A government textbook, meanwhile, quotes Oliver Wendell Holmes Jr. as saying taxes are “what we pay for civilized society” — then flatly states that although taxes have gone up significantly since the 1920s, “society does not appear to be much more civilized today.” There’s no mention of programs such as Social Security, Medicare or Medicaid paid for by those rising taxes, and no attempt to put the tax burden in context either globally or as a percentage of the gross domestic product.

That paragraph “belongs at a tea-party rally, not in a history textbook,” Lester said.

Several world history textbooks omitted the role of conquest and coercion in the spread of Christianity, while emphasizing violent aspects of Islam, said David Brockman, an adjunct instructor of religious studies at Southern Methodist University. He found some textbooks fair and accurate, he said, but “many contain serious problems which must be corrected before they are approved for use in the classroom.”

Kathy Miller, president of the Texas Freedom Network, said she was impressed that some publishers were able to align their textbooks with the standards, yet avoid bias and errors.

“In all fairness, it’s clear that the publishers struggled with these flawed standards and still managed to do a good job in some areas,” Miller said. “On the other hand, a number of textbook passages essentially reflect the ideological beliefs of politicians on the state board rather than sound scholarship and factual history.” She urged publishers to take the critiques seriously and rewrite the sections the scholars deemed problematic.

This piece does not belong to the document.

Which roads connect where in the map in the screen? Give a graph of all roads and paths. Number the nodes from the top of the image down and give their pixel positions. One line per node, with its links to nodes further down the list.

For years, Texas academic standards were considered hugely influential nationally. Because the state is such a big market, publishers often shaped their textbooks to meet Texas guidelines, then sold the same books across the country. Now, however, technological advances have made it easier for publishers to revise portions of their textbooks for individual states.

A state law passed in 2011 also gives Texas school districts the right to use their state funding to buy instructional material, including textbooks, that don’t have an official stamp of approval from the state Board of Education. But to do so, the districts must certify to the state that their purchases cover every element of the state’s academic standards. In practice, many districts stick with buying off the list of textbooks recommended by state board.

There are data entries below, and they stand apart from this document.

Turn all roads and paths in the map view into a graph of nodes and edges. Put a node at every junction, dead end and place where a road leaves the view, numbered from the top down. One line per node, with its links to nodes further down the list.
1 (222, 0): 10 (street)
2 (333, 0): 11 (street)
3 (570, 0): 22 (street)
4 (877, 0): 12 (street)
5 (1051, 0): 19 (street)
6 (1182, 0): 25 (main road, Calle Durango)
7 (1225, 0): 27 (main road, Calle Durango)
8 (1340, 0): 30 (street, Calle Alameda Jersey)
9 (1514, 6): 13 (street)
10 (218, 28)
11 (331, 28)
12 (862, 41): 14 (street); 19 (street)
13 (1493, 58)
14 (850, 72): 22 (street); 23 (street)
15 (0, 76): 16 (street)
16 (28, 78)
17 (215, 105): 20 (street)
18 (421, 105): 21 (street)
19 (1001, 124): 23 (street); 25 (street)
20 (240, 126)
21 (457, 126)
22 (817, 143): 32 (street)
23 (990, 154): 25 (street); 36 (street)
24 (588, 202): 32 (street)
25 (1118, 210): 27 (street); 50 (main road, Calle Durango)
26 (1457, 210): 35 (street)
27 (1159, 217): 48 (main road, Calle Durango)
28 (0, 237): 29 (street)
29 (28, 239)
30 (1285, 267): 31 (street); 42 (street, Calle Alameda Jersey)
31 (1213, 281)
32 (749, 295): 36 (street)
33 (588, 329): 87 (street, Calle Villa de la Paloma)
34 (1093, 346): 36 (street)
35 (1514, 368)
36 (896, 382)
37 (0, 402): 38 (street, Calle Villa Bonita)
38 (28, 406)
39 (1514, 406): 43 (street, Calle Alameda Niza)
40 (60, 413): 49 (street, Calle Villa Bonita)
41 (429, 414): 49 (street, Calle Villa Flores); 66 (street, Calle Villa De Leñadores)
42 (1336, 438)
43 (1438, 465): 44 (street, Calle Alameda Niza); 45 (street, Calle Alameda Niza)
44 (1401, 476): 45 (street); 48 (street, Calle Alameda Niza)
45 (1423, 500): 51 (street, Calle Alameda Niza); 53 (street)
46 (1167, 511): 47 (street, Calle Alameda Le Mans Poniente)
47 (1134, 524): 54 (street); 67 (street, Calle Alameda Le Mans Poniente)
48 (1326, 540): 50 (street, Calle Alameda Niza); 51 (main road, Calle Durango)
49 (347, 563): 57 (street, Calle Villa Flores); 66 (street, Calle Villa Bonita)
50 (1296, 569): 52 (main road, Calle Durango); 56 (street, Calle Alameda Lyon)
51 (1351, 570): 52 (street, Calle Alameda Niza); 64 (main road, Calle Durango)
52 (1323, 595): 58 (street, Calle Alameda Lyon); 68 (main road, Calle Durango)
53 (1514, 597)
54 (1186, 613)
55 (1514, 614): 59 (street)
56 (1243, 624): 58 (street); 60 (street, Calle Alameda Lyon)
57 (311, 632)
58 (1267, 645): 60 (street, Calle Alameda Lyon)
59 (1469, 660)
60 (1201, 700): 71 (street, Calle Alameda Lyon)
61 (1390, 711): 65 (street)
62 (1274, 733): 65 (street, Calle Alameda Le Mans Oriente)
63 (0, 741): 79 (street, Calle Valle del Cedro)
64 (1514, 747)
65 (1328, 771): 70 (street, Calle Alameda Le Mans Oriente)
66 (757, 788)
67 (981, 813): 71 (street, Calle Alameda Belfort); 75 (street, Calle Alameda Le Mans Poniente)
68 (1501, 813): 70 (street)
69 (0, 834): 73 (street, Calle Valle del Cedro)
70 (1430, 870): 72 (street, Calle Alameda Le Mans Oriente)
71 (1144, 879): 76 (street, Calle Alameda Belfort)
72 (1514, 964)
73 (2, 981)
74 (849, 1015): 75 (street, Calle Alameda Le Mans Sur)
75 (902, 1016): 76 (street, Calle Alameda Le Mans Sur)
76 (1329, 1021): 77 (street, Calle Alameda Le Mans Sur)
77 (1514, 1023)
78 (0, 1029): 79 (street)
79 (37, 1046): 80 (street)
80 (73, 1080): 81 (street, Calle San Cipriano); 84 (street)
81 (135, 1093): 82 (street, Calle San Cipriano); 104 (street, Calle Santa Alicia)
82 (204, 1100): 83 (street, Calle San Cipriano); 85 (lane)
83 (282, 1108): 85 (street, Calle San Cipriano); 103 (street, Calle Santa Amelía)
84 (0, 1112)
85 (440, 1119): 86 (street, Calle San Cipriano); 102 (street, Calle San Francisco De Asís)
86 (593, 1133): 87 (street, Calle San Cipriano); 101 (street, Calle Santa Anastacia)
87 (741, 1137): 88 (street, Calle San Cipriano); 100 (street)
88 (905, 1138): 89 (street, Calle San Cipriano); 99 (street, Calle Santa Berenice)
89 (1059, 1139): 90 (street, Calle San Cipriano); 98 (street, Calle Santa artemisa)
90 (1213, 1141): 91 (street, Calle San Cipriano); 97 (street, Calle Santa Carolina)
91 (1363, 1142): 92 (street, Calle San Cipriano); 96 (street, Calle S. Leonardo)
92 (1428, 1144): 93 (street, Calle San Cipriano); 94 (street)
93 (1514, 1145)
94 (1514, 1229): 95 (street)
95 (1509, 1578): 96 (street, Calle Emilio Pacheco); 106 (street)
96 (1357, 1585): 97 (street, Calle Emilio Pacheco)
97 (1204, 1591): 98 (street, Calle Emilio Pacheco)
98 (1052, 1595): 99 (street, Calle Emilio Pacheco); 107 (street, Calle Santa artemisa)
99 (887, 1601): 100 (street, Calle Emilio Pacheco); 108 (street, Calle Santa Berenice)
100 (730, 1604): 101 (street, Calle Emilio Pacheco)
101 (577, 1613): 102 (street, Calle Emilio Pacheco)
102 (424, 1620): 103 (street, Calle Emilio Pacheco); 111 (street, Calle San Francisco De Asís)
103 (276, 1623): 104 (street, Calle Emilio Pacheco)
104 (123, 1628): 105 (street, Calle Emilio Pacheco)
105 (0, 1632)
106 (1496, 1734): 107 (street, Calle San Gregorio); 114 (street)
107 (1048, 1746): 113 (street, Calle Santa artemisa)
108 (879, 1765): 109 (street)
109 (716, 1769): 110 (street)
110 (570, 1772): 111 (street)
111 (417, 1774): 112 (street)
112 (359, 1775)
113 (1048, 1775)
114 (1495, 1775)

Before voting on those recommendations, the board will hold at least two public hearings.
Members will also look at reports submitted by their own panel of reviewers, who are tasked with making sure that each book is both accurate and fully aligned to the state standards. In the past, those panels have drawn scathing criticism from liberals who point out that many reviewers have no subject-matter expertise or teaching experience.

This year is no exception; the Texas Freedom Network issued a press release complaining that just three of the 140 reviewers on the state panel are current faculty members at Texas colleges and that some individuals, such as a used-car-salesman-turned-pastor, seem to have few qualifications for the job. At the same time, several academics with more qualifications were rejected, “a clear sign that for the state Board of Education, years of study and teaching do not count,” said Edward Countryman, a history professor at Southern Methodist.

The network plans to air its critiques of the textbooks at the public hearings. But one moderate board member, Thomas Ratliffe, said the board’s power is limited. “We can reject a book if there are factual errors or if it doesn’t cover [the standards],” he said, “but we don’t get to express our views about which books we like or don’t like, or about how things are portrayed.”

Bradley, the conservative board member, said he doubted the critique from the Texas Freedom Network – which he prefers to call the “Texas Fruit Network” – would carry much weight with the board.

“I’ve been on the board for 18 years and they’ve never been happy with much of anything,” he said. “They just like to sit on the sidelines and throw stink bombs into the room.”

Rather than complain, “they need to put on their big-girl panties and go run for office,” he said. Not that they’re likely to win: “We’ve done battle in primaries before,” Bradley said. “They generally fail.”